■ TASK ■
The string "from" appears in some lines of the entries that follow; copy each such line.

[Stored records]
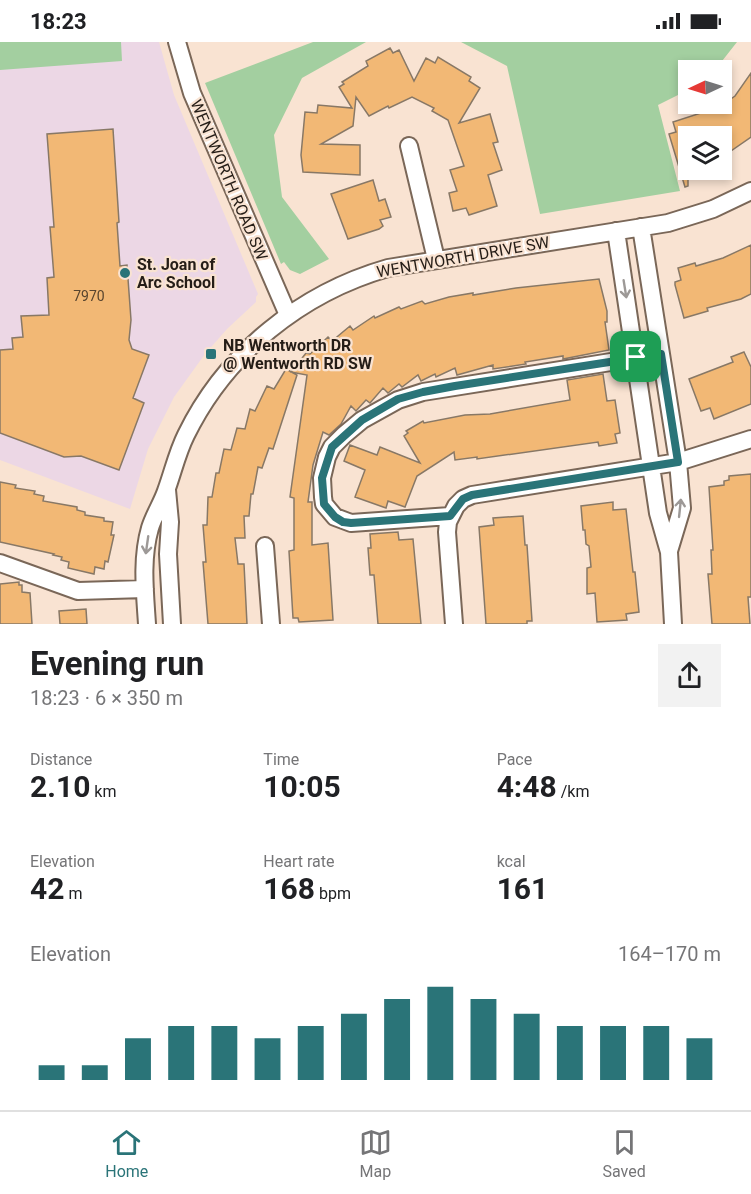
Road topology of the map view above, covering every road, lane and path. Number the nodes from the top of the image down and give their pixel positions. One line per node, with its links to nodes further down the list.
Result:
1 (177, 42): 7 (street, WENTWORTH ROAD SW)
2 (409, 146): 6 (street)
3 (751, 191): 4 (street, WENTWORTH DRIVE SW)
4 (641, 227): 5 (street, WENTWORTH DRIVE SW); 8 (street)
5 (616, 231): 6 (street, WENTWORTH DRIVE SW); 9 (street, one-way to 9)
6 (436, 259): 7 (street, WENTWORTH DRIVE SW)
7 (288, 315): 13 (street, WENTWORTH DRIVE SW)
8 (661, 354): 9 (street); 11 (street)
9 (636, 357): 12 (street); 14 (street)
10 (751, 439): 11 (street)
11 (678, 462): 12 (street); 16 (street, one-way to 11)
12 (652, 467): 14 (street); 16 (street)
13 (166, 490): 18 (street, WENTWORTH DRIVE SW, one-way to 18); 20 (street, WENTWORTH DRIVE SW)
14 (450, 516): 22 (street)
15 (265, 546): 21 (street)
16 (669, 552): 23 (street)
17 (0, 563): 18 (street)
18 (145, 588): 19 (street, WENTWORTH DRIVE SW)
19 (147, 624)
20 (172, 624)
21 (271, 624)
22 (454, 624)
23 (673, 624)

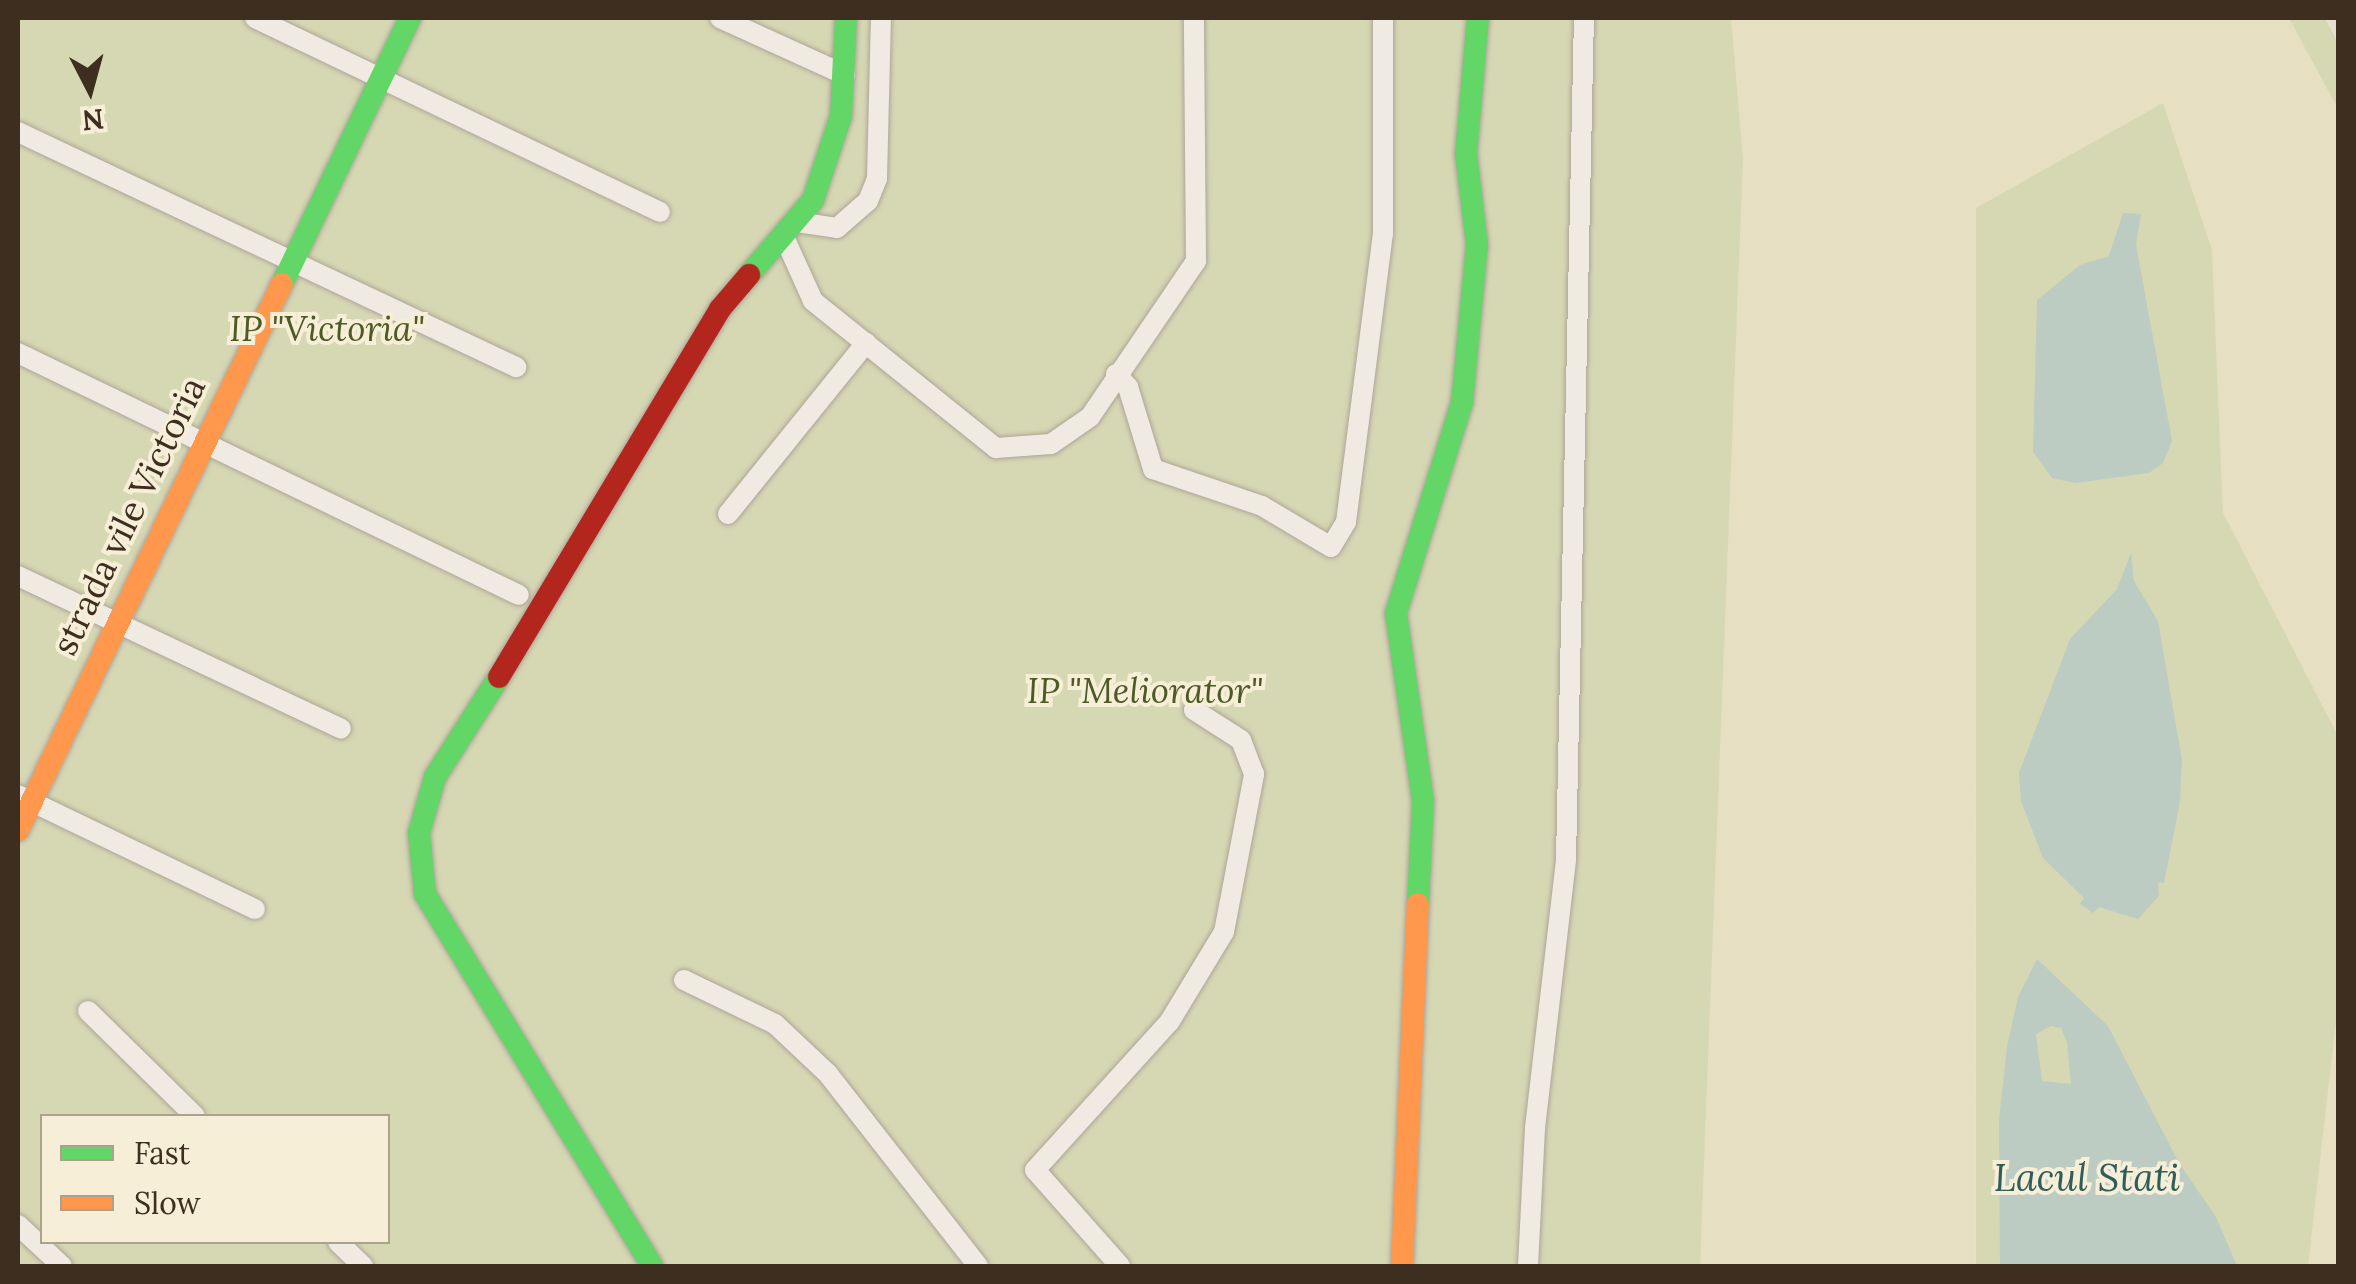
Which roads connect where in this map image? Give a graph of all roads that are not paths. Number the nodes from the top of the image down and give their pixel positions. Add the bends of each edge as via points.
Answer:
1 (255, 18) edge
2 (410, 18) edge
3 (720, 18) edge
4 (846, 18) edge
5 (881, 18) edge
6 (1194, 18) edge
7 (1383, 18) edge
8 (1478, 18) edge
9 (1584, 18) edge
10 (845, 75) junction
11 (380, 76) junction
12 (18, 132) edge
13 (660, 212) dead end
14 (792, 230) junction
15 (293, 260) junction
16 (866, 343) junction
17 (18, 354) edge
18 (516, 368) dead end
19 (1116, 374) junction
20 (205, 440) junction
21 (728, 514) dead end
22 (18, 576) edge
23 (519, 594) dead end
24 (115, 622) junction
25 (1194, 710) dead end
26 (341, 729) dead end
27 (24, 798) edge
28 (18, 830) edge
29 (255, 910) dead end
30 (684, 980) dead end
31 (88, 1011) dead end
32 (194, 1114) edge
33 (18, 1225) edge
34 (340, 1244) edge
35 (62, 1266) edge
36 (363, 1266) edge
37 (652, 1266) edge
38 (978, 1266) edge
39 (1120, 1266) edge
40 (1402, 1266) edge
41 (1528, 1266) edge

1 - 11 street
2 - 11 street, strada vile Victoria
3 - 10 street
4 - 10 street
5 - 14 street via 877,179 868,201 837,228
6 - 19 street via 1196,261 1142,349
7 - 19 street via 1384,234 1346,522 1330,547 1262,506 1153,469 1128,387
8 - 40 street via 1466,154 1477,245 1462,404 1396,612 1423,801
9 - 41 street via 1566,860 1535,1128
10 - 14 street via 841,116 813,200
11 - 13 street
11 - 15 street, strada vile Victoria
12 - 15 street
14 - 16 street via 814,301
14 - 37 street via 720,308 544,607 434,777 420,834 425,894
15 - 18 street
15 - 20 street, strada vile Victoria
16 - 19 street via 996,448 1052,444 1090,417
16 - 21 street
17 - 20 street
20 - 23 street
20 - 24 street, strada vile Victoria
22 - 24 street
24 - 26 street
24 - 27 street, strada vile Victoria
25 - 39 street via 1241,740 1254,774 1224,932 1170,1021 1035,1170
27 - 28 street, strada vile Victoria
27 - 29 street
30 - 38 street via 775,1024 828,1074
31 - 32 street
33 - 35 street
34 - 36 street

■ RESPONSE ■
Road topology of the map view above, covering every road, lane and path. Number the nodes from the top of the image down and give their pixel positions. One line per node, with its links to nodes further down the list.
Which roads connect where in this map image? Give a graph of all roads that are not paths. Number the nodes from the top of the image down and give their pixel positions. Add the bends of each edge as via points.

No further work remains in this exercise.